First, however, the Association had to be granted land, a request which was not as easy as first imagined.
The Melbourne Leader, 11 November 1869, reported that Mr D Ogilvie, Mr W Hull, Mr P Davis and Mr W H Tuckett (the Association secretary) visited the President of the Board of Land and Works to to request a ‘suitable site of land for an asylum which the Association intended to establish.’
The President, Mr McKean, doubted whether he had the power under the Land Act of granting land for an asylum, other than for lunatics. The Association founders were unimpressed, and requested the President to grants given or promised for similar purposes to the ‘Jews, the Freemasons and the Publicans.’
The Melbourne Leader reported:
Mr McKean …"said if those sites had been granted under error, there was no reason to give more of the same kind. In the present land was asked only for persons who had been already twenty years in the colony…It would also be requisite to know what the association proposed to do with the asylum once all those colonists had passed away.”
The riposte was swift, with Mr Davis saying he believed the association wished to have the asylum confined to those who arrived in the colony twenty years ago, and that afterwards it should be used for the children of those persons.’

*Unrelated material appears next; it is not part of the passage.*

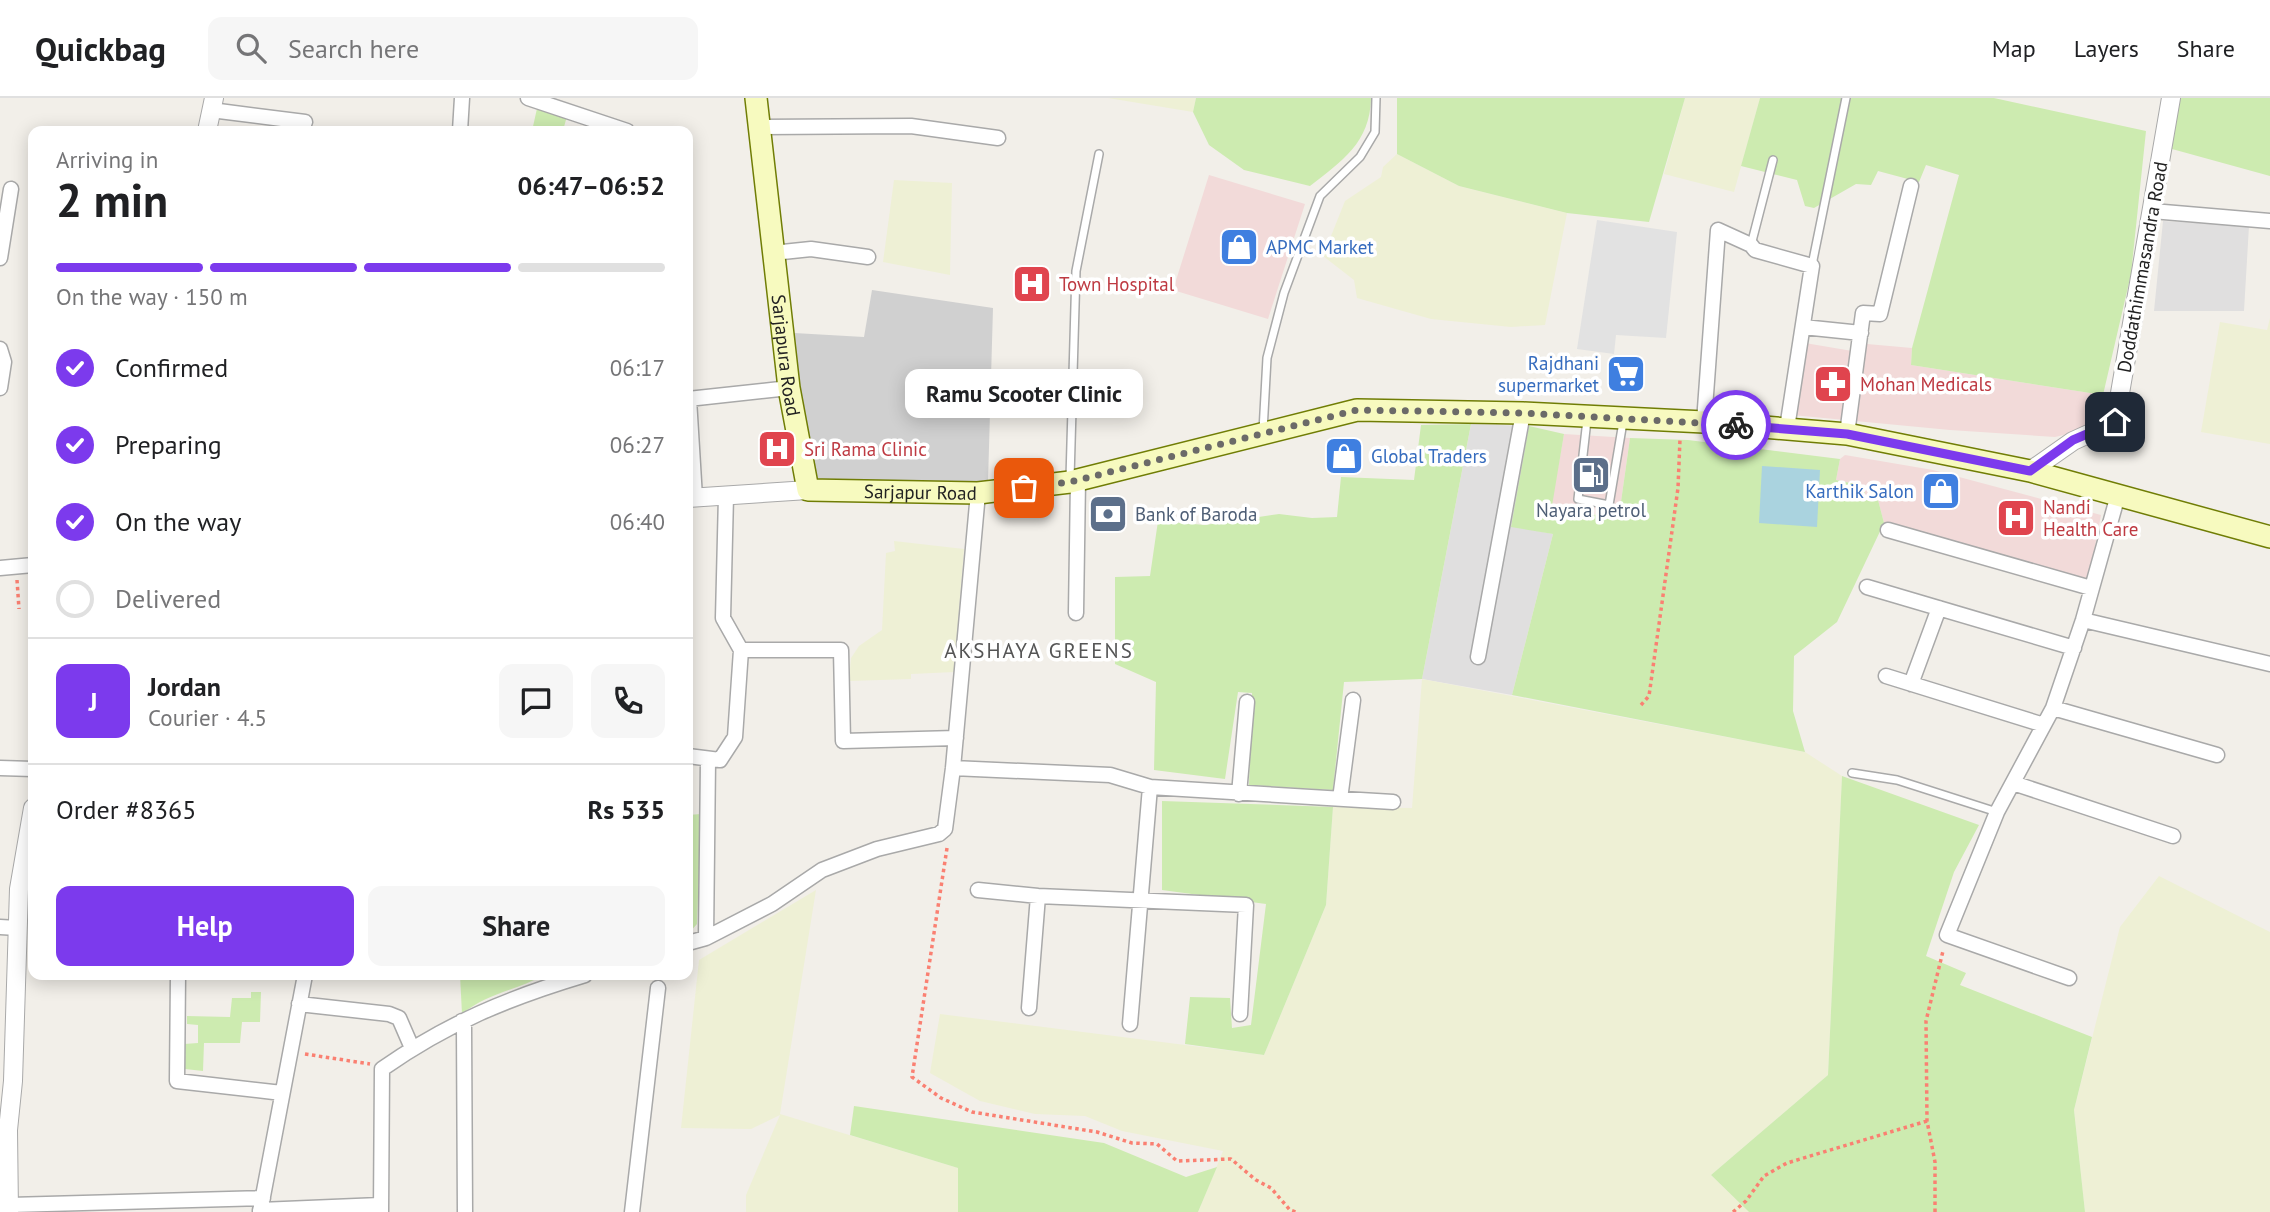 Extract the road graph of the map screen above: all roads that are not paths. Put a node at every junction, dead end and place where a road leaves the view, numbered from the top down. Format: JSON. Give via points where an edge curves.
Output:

The deputation evidently succeeded with a grant of land "adjacent to the City for erecting Almshouses upon” being approved.
The government of the day provided four and a half acres in ‘a very desirable situation on the Banks of the Merri Creek adjacent to the Northcote Bridge.’
Soon afterward, the land was fenced, arranged by architect and surveyor Albert Purchas. The first post was erected by Judge Pohlman and plans for two semi-detached homes (12 and 12a Coppin Avenue) were drawn up by architect George Johnson.